Problem statement: Copy out each line below containing "order".

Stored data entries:

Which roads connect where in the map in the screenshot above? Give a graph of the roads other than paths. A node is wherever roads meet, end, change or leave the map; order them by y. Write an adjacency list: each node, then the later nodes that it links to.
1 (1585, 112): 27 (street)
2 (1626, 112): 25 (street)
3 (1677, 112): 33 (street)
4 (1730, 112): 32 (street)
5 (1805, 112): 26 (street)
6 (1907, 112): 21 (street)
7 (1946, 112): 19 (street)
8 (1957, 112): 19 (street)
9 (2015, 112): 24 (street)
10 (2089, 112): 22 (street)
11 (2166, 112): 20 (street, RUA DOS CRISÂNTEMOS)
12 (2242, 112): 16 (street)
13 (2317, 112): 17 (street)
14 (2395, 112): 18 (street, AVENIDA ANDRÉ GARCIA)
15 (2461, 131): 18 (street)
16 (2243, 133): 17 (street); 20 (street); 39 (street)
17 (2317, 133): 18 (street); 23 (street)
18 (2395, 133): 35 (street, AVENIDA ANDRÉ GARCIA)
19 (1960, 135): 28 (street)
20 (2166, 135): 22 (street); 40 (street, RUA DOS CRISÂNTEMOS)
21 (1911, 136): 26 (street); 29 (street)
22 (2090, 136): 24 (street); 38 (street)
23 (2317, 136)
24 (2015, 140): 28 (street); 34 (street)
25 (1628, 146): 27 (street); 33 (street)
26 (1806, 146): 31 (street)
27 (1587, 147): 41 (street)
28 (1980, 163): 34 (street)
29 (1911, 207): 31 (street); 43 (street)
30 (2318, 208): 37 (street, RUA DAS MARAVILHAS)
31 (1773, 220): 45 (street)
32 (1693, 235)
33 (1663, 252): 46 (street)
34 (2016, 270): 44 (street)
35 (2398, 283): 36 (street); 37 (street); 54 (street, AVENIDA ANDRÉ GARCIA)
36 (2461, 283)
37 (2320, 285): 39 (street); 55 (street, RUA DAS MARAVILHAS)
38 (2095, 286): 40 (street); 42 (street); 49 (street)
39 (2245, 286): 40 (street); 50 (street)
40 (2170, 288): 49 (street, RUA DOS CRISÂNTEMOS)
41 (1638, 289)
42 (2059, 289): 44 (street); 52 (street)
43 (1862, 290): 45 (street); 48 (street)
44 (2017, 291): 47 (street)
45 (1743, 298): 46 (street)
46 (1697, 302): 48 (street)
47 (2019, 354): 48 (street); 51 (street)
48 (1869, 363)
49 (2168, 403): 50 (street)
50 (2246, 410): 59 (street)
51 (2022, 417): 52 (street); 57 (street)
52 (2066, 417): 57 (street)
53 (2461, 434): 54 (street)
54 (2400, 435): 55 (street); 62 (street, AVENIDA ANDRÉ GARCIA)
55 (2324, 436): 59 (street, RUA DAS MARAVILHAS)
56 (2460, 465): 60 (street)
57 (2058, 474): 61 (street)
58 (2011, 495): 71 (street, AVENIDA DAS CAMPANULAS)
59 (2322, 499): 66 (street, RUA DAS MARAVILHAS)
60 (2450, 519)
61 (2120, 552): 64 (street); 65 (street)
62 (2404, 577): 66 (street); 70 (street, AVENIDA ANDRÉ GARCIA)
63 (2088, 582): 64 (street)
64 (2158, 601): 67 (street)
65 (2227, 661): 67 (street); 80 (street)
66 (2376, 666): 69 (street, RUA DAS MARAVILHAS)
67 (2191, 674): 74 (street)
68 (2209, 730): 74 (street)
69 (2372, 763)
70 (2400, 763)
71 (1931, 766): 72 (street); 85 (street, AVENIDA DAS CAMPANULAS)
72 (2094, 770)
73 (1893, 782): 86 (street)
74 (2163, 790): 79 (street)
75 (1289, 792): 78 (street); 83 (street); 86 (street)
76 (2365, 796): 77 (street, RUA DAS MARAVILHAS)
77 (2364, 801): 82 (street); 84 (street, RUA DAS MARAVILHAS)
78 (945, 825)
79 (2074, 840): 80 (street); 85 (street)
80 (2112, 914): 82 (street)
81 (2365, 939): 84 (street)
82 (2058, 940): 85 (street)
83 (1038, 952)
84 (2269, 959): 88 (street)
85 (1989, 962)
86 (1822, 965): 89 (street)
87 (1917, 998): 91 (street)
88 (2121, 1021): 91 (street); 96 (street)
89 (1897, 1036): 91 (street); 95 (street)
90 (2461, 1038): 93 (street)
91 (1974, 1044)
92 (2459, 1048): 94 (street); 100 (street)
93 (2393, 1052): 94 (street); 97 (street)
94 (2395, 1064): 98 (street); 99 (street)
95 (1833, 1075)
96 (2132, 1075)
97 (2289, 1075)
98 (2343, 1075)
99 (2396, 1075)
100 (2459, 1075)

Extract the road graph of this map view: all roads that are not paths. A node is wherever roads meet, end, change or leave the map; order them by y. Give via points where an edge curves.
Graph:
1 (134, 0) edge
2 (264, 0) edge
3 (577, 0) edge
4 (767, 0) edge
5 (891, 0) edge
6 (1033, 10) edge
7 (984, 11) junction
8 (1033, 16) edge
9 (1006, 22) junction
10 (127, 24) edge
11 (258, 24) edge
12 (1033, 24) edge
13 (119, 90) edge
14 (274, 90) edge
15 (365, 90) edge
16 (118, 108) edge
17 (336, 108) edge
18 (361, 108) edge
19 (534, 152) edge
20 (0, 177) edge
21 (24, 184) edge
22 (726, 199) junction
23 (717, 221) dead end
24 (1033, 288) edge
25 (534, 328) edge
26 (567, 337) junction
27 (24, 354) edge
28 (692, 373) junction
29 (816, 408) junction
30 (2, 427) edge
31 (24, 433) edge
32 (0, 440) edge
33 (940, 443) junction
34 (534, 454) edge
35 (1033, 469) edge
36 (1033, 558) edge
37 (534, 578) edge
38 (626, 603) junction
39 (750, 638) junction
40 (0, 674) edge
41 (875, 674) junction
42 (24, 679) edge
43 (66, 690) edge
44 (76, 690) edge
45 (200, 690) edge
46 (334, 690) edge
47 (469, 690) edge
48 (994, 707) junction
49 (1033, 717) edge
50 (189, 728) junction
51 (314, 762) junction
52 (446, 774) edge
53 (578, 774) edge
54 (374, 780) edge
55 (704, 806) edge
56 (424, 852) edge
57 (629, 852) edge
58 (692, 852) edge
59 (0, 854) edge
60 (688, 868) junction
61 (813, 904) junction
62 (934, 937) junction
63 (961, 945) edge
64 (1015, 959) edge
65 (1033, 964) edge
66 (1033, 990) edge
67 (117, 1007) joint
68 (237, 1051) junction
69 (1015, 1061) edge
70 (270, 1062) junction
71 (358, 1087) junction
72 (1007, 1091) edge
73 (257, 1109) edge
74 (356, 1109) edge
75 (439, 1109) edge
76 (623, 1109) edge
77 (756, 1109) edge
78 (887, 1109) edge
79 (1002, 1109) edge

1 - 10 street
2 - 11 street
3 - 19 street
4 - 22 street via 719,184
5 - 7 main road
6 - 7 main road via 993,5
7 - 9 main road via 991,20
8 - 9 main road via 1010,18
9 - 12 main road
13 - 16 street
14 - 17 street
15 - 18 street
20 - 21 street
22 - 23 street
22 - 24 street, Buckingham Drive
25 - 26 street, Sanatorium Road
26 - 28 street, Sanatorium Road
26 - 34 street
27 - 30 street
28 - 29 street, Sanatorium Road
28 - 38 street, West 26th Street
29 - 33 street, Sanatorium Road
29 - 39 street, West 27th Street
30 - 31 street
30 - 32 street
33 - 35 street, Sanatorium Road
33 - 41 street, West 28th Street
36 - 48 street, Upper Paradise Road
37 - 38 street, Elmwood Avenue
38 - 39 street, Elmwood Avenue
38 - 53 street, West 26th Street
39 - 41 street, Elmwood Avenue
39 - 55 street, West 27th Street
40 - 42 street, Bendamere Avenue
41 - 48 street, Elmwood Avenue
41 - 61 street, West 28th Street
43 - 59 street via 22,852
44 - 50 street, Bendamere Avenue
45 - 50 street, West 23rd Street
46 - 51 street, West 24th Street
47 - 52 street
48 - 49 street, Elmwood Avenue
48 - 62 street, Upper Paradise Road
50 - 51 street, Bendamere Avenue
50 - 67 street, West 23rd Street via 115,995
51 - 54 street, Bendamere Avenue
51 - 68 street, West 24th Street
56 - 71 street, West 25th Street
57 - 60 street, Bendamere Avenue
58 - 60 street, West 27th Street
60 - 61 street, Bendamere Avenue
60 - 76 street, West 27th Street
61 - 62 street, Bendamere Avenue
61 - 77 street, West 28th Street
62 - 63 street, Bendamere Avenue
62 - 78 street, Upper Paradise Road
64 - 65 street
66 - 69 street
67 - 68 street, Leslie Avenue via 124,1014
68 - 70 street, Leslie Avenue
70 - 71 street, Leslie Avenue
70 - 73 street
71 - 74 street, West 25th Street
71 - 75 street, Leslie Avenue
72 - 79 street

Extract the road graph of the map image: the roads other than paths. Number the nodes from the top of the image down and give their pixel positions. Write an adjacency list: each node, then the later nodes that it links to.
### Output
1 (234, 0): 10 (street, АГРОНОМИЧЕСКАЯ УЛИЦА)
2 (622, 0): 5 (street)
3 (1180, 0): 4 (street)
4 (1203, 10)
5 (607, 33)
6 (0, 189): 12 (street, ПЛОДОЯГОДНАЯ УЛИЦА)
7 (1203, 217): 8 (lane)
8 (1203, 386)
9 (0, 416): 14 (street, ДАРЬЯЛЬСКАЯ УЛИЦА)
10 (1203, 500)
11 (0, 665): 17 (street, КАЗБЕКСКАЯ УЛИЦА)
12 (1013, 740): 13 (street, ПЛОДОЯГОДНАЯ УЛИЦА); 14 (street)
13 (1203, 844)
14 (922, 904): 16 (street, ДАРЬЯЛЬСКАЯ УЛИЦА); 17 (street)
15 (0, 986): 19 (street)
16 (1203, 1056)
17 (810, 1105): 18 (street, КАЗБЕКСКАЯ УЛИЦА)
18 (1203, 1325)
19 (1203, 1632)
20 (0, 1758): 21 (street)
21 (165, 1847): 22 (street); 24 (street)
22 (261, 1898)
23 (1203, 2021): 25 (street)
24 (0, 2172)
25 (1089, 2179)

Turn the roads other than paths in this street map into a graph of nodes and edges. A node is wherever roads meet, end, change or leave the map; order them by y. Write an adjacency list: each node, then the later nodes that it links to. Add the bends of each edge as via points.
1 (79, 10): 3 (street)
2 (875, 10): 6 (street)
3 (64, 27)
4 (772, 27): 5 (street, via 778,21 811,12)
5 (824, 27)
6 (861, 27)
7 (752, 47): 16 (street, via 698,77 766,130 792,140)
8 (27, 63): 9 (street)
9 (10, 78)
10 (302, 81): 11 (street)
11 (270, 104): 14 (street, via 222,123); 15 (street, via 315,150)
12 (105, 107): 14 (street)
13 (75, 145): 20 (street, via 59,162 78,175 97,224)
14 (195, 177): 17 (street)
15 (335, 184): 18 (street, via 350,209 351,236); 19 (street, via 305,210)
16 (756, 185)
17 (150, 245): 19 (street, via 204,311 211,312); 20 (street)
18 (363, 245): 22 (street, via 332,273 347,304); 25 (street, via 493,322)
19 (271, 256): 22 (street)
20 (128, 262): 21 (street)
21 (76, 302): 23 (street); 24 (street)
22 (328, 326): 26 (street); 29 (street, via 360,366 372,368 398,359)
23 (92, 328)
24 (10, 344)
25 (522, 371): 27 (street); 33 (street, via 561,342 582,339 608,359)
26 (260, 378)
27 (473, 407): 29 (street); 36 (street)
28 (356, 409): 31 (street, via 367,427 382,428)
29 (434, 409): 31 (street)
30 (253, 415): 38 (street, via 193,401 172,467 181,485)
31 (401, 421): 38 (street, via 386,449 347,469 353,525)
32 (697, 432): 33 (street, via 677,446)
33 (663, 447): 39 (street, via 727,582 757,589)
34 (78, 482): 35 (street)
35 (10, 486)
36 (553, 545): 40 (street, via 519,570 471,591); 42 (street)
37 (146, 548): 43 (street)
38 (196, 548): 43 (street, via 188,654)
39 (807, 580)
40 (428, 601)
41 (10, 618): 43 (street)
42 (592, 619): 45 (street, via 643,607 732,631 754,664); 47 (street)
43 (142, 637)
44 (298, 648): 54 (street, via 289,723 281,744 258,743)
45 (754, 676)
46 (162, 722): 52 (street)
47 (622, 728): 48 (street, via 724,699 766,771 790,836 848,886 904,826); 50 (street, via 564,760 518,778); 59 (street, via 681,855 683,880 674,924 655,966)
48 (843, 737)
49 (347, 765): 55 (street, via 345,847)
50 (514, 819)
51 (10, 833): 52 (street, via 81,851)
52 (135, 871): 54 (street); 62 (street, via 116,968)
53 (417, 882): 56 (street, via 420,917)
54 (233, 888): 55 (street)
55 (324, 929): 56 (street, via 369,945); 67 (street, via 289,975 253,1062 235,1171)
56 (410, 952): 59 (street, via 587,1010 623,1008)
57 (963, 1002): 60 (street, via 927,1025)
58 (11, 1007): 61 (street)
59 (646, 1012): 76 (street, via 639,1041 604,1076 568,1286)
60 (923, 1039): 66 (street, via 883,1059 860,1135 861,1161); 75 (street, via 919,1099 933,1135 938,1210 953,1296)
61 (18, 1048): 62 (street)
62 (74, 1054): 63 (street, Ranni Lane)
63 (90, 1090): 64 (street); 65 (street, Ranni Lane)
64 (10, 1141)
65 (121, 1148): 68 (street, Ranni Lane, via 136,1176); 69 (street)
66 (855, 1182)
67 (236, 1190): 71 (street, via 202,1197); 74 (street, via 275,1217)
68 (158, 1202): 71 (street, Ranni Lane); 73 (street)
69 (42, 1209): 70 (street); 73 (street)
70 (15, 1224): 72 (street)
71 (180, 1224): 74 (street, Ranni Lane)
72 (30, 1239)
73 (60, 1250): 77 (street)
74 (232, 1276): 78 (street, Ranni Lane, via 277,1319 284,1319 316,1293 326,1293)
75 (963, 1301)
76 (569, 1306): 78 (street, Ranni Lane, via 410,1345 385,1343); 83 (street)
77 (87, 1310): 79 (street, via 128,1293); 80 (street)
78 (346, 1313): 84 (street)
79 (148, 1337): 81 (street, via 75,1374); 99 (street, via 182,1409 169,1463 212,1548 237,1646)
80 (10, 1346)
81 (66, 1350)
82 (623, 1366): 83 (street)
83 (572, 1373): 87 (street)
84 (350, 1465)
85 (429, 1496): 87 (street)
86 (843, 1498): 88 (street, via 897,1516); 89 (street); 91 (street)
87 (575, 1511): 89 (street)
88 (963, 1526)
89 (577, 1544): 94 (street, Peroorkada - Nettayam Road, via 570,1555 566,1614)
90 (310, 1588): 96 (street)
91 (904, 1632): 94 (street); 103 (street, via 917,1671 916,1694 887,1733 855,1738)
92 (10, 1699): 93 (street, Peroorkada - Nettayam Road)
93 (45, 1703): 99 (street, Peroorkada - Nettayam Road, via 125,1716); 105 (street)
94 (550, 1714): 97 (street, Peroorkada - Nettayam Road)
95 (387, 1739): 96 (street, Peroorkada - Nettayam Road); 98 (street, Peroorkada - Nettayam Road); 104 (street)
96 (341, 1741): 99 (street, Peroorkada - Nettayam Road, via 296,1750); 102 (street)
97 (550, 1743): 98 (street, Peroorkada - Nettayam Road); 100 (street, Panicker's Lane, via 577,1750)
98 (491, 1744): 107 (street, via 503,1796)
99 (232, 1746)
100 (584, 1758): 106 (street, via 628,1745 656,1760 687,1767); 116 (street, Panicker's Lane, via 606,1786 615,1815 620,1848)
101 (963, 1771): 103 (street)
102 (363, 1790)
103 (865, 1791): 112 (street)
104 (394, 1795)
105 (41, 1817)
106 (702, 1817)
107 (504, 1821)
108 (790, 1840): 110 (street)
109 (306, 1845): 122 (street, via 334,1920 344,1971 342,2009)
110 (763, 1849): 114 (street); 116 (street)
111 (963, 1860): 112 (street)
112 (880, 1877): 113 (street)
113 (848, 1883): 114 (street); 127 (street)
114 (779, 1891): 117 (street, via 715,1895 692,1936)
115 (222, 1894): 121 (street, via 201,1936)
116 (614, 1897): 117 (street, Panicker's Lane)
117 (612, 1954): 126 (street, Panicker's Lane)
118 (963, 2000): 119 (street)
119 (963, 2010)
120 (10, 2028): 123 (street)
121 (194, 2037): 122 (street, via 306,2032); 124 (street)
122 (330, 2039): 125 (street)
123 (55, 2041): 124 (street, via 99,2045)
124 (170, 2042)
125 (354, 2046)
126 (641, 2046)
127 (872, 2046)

Reply to the exercise:
Which roads connect where in the map in the screenshot above? Give a graph of the roads other than paths. A node is wherever roads meet, end, change or leave the map; order them by y. Write an adjacency list: each node, then the later nodes that it links to.
Extract the road graph of this map view: all roads that are not paths. A node is wherever roads meet, end, change or leave the map; order them by y. Give via points where an edge curves.
Turn the roads other than paths in this street map into a graph of nodes and edges. A node is wherever roads meet, end, change or leave the map; order them by y. Write an adjacency list: each node, then the later nodes that it links to. Add the bends of each edge as via points.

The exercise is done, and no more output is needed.